Task statement:
Across all the entries below, count each line that holds "Zwycięstwa" and report the figure only.

── Data for this task

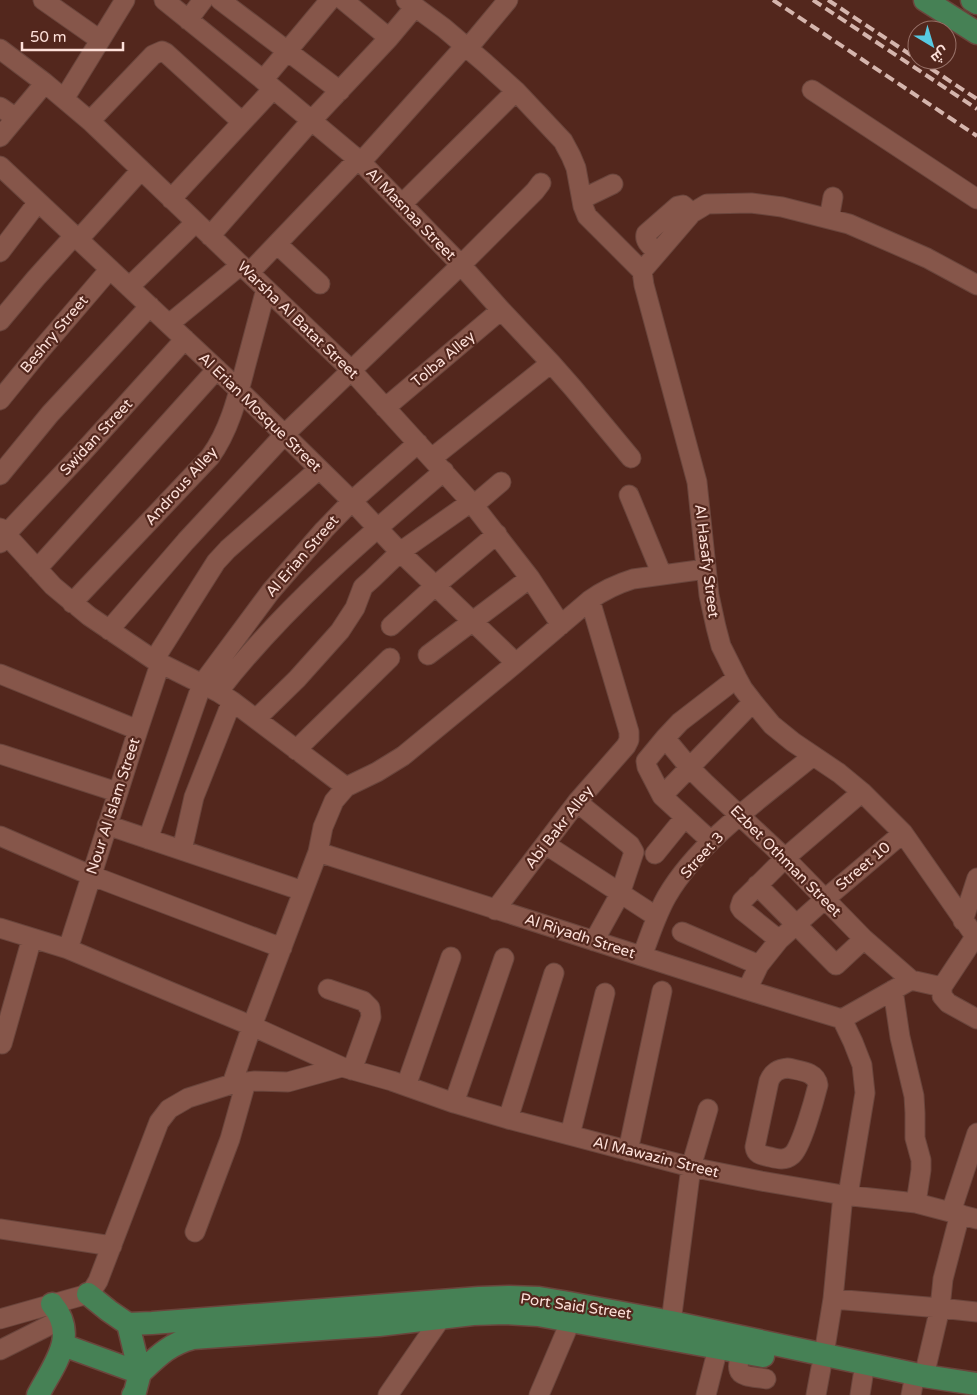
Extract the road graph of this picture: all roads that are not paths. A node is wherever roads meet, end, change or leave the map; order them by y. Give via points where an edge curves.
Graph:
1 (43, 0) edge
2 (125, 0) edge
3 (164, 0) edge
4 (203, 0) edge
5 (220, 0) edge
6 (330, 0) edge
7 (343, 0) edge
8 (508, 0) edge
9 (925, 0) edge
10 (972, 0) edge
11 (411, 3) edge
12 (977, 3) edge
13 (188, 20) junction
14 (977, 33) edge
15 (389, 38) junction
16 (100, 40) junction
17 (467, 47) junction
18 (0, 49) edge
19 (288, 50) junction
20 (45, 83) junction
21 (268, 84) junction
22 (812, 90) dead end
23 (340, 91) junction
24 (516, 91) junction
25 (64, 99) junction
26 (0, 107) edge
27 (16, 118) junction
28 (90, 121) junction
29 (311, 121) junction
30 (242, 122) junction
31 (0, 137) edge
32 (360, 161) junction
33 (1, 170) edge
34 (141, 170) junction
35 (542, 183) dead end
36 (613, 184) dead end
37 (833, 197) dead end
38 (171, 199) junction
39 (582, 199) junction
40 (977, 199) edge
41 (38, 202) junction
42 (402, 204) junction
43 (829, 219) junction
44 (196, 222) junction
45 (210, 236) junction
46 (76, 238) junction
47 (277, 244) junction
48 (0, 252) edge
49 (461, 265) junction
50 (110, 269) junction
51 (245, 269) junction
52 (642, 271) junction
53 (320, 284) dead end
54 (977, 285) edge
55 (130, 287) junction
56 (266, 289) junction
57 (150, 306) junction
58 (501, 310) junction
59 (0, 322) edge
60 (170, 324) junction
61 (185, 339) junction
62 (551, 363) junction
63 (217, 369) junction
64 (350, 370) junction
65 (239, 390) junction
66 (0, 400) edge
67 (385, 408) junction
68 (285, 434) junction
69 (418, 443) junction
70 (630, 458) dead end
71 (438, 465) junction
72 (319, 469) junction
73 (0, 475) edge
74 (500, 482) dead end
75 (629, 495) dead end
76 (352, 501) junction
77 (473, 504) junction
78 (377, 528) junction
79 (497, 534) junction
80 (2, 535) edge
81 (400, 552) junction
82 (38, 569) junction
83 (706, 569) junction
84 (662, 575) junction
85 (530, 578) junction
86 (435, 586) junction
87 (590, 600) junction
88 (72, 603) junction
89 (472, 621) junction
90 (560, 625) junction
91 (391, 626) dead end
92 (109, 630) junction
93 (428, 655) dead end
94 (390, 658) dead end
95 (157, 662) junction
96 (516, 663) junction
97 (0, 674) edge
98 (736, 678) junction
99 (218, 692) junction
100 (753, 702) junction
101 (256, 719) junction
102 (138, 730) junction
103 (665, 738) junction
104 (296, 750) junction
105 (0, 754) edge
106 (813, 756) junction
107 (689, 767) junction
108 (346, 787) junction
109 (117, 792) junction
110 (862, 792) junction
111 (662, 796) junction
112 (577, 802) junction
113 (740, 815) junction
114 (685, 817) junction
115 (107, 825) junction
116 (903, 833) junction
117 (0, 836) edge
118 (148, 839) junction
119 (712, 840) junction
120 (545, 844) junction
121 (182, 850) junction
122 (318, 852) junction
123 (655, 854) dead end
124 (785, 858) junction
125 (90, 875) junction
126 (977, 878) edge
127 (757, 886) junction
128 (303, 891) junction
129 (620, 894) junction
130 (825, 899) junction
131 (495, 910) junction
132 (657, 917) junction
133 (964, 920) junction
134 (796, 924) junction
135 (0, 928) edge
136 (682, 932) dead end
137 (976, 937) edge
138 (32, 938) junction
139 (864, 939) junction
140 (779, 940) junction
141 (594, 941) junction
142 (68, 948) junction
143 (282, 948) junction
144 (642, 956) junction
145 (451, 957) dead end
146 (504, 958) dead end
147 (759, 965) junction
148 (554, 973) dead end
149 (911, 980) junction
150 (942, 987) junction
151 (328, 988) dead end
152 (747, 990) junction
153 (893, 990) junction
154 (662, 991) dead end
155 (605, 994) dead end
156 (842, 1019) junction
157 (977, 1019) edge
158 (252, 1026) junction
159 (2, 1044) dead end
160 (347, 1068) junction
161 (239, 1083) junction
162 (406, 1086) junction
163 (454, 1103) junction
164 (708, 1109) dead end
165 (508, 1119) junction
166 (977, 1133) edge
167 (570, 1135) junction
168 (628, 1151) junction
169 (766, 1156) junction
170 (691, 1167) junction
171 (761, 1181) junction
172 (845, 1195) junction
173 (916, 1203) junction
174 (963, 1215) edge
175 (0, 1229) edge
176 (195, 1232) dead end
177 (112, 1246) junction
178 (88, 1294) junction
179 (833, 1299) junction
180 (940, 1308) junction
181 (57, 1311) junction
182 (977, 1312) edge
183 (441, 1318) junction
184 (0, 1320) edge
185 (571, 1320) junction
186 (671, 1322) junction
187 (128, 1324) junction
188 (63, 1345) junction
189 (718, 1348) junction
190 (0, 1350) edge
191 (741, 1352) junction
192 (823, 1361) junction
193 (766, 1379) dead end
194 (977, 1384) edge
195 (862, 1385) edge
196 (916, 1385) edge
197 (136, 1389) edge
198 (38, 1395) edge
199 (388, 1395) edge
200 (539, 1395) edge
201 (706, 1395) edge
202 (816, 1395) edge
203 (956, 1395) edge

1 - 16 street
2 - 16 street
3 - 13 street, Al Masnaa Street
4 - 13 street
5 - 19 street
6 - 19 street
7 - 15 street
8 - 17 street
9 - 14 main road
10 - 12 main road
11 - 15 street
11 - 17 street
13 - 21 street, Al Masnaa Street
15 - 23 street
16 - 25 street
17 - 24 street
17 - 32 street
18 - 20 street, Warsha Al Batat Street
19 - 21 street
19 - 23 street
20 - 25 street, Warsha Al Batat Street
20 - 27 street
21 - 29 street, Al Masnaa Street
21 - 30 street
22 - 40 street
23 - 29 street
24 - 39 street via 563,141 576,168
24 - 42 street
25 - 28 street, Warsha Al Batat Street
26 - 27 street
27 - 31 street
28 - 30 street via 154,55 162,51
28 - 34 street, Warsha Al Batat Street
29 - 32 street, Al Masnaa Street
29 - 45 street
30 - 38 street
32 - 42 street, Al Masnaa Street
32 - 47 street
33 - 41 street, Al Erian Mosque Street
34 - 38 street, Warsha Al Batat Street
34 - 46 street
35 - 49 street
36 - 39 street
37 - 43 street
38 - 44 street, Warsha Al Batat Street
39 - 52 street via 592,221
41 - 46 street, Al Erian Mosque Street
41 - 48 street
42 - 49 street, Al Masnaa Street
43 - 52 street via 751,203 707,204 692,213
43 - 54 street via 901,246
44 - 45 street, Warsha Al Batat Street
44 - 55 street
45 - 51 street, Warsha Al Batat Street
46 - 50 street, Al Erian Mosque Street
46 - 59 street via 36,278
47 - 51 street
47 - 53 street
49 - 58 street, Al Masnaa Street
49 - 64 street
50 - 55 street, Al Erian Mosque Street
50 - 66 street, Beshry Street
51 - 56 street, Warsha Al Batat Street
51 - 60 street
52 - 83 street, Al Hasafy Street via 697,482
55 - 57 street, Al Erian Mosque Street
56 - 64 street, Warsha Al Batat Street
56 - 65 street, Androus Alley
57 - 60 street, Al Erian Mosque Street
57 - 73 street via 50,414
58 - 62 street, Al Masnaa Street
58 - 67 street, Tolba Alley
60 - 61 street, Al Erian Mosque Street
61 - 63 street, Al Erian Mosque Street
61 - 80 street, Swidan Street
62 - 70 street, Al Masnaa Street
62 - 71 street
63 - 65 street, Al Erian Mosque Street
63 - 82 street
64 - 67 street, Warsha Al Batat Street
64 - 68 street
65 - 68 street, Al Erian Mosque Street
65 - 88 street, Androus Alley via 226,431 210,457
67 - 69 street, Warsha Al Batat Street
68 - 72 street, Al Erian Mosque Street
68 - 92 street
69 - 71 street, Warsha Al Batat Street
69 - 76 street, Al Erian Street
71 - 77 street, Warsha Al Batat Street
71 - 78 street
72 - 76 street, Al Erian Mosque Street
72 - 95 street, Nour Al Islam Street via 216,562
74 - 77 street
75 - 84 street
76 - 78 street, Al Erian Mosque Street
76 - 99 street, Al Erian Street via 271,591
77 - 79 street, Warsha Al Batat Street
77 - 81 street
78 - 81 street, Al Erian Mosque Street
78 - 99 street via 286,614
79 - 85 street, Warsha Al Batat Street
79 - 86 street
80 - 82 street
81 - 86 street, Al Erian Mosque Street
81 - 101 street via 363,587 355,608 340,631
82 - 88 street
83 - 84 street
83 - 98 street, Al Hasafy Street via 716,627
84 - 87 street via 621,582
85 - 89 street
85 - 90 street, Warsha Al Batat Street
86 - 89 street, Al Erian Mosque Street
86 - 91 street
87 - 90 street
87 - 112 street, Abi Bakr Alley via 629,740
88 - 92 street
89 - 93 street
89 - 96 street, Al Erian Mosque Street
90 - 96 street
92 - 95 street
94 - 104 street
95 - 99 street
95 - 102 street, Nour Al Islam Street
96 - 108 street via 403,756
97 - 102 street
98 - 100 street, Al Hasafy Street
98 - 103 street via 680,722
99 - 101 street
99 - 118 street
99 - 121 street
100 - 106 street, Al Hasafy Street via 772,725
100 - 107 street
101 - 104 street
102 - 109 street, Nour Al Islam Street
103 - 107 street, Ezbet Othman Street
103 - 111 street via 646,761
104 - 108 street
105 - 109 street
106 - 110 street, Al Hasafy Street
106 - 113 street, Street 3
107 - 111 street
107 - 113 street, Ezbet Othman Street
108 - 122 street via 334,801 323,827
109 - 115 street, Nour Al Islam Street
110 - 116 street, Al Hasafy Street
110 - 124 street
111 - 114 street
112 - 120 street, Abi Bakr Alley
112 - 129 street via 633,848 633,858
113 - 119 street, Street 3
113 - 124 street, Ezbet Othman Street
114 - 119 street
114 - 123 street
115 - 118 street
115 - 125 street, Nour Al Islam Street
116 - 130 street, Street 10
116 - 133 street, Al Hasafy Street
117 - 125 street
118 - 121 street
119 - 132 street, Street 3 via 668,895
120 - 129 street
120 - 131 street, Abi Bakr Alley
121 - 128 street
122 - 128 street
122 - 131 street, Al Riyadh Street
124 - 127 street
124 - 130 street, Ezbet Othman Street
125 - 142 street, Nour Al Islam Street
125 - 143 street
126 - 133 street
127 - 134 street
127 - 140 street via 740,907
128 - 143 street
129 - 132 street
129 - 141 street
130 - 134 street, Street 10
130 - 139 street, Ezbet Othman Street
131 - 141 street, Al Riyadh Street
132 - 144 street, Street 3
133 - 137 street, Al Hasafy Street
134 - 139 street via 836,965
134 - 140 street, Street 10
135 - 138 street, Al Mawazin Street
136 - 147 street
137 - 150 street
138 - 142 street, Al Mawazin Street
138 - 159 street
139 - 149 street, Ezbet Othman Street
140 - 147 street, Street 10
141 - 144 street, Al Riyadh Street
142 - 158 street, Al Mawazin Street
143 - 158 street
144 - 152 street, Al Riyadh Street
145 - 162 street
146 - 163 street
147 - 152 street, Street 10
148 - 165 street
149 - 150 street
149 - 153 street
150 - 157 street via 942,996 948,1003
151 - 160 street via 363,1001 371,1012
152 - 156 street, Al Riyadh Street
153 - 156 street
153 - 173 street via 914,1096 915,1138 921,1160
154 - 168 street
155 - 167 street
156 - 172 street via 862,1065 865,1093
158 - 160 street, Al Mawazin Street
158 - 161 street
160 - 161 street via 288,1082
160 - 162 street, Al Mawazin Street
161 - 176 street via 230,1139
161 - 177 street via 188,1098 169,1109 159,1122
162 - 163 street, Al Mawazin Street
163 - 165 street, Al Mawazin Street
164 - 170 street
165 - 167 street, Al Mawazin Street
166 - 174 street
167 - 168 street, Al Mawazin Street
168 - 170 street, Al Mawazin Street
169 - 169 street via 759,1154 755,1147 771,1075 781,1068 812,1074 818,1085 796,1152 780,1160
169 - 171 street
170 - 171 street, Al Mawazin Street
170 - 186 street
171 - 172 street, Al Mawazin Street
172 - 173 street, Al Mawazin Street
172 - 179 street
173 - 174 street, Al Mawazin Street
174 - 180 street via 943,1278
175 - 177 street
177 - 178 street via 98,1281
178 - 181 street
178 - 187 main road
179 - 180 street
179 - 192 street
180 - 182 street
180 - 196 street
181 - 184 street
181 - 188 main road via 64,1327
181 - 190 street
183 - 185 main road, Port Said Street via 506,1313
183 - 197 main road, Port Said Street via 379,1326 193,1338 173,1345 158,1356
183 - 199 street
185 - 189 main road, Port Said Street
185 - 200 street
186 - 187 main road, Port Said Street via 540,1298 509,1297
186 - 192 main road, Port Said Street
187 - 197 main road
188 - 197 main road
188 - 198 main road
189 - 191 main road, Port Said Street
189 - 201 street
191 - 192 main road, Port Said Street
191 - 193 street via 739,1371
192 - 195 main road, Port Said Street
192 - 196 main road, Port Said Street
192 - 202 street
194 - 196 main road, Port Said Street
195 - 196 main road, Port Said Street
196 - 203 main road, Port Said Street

────
── Data for this task

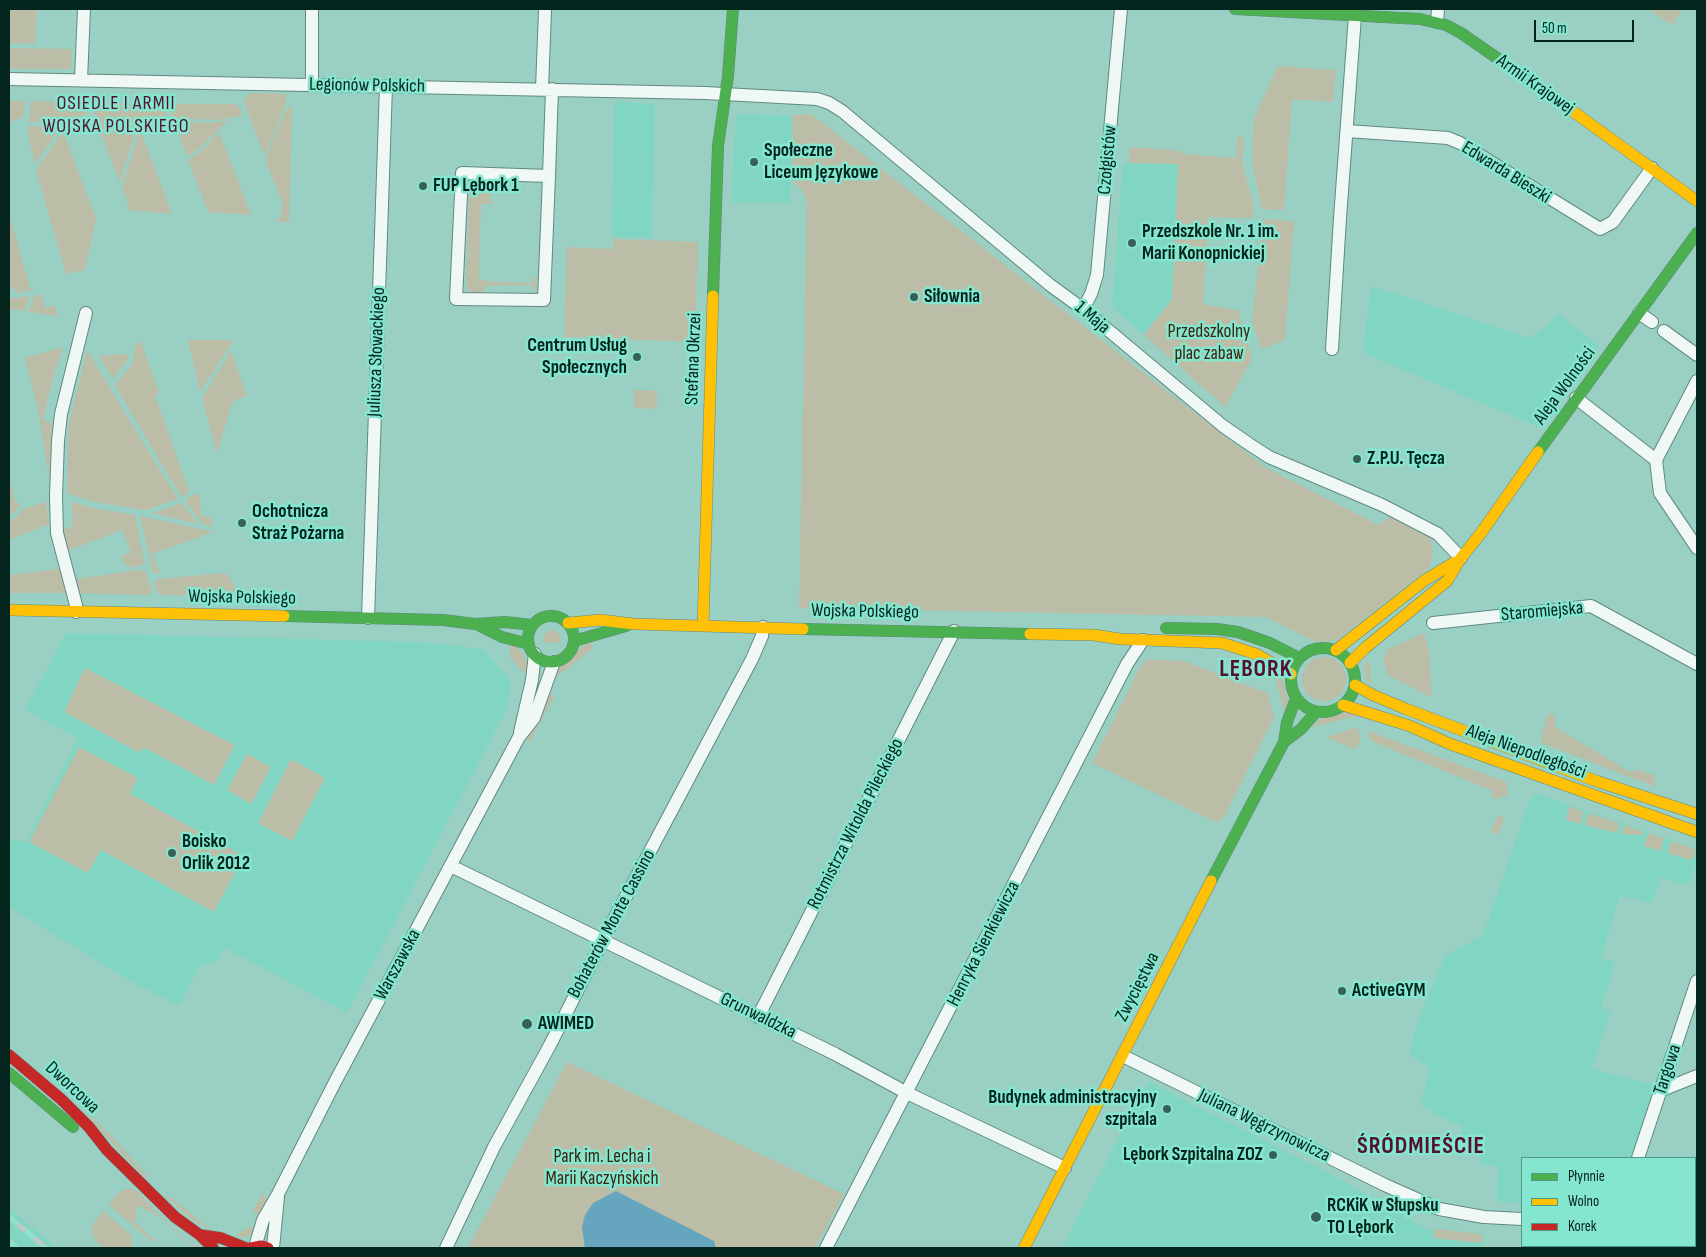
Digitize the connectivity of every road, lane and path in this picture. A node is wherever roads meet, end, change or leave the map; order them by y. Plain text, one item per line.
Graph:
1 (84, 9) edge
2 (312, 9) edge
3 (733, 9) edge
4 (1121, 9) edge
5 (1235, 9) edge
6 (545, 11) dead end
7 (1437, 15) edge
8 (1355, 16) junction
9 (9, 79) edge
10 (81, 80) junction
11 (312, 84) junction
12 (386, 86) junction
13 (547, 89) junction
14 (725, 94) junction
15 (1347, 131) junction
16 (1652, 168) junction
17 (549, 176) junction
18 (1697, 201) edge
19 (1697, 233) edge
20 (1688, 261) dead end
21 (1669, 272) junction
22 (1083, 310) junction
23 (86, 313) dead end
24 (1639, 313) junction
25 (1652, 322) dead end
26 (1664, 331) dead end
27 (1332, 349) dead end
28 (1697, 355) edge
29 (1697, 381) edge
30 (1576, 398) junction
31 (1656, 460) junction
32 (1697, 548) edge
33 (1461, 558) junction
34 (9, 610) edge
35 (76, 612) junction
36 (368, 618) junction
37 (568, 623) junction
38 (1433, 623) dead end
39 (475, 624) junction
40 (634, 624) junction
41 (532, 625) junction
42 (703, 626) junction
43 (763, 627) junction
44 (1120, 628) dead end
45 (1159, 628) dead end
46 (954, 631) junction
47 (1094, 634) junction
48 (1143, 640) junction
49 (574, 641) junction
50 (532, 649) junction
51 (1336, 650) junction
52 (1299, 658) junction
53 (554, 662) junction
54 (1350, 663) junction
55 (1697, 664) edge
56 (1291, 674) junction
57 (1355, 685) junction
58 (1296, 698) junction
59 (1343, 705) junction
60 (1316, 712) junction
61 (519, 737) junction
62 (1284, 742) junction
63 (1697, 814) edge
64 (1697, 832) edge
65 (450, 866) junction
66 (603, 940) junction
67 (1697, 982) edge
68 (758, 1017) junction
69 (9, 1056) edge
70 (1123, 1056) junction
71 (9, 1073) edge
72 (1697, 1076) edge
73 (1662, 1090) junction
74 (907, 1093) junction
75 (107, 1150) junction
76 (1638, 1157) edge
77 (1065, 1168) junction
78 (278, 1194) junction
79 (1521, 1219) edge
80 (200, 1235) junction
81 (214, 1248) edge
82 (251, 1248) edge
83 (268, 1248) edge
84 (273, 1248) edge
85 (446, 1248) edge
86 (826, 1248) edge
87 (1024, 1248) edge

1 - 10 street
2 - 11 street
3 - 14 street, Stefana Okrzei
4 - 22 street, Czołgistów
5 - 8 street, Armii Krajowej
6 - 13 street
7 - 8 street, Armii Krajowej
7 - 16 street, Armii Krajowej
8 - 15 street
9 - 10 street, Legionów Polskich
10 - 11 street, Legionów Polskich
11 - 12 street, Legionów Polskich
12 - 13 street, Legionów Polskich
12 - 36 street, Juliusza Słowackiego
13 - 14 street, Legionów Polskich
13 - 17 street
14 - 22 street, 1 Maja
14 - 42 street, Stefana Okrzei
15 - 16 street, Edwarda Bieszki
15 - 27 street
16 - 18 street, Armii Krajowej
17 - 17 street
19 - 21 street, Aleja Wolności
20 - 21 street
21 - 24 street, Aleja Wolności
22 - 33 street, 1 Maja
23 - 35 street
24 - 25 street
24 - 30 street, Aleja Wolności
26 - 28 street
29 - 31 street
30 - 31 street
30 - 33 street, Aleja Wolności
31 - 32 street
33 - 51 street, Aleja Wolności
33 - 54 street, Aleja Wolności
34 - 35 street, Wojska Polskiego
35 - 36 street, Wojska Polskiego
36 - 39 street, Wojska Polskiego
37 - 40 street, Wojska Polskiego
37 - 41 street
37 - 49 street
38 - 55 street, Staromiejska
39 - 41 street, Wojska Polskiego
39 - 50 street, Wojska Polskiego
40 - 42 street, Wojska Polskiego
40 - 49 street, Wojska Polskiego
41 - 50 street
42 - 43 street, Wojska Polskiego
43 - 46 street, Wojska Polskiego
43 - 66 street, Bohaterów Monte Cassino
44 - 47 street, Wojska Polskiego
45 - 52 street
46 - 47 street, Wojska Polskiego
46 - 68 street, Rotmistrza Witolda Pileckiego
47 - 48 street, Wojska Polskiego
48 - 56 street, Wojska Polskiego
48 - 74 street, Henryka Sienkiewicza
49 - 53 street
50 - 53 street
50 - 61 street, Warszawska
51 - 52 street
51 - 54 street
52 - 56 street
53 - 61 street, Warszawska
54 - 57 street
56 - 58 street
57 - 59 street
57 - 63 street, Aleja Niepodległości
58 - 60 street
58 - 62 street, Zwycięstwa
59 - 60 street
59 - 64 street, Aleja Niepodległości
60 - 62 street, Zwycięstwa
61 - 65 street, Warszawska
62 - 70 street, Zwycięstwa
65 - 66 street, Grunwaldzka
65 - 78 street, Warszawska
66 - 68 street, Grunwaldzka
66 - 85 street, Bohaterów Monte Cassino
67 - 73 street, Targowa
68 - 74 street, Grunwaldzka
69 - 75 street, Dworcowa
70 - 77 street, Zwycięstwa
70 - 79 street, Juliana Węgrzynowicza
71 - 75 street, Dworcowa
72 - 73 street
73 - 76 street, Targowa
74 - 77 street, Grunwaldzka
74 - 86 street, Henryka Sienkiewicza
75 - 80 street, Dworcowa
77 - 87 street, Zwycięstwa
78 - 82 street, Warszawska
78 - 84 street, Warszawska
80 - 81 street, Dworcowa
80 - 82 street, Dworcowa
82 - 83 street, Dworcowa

────

Exercise output:
5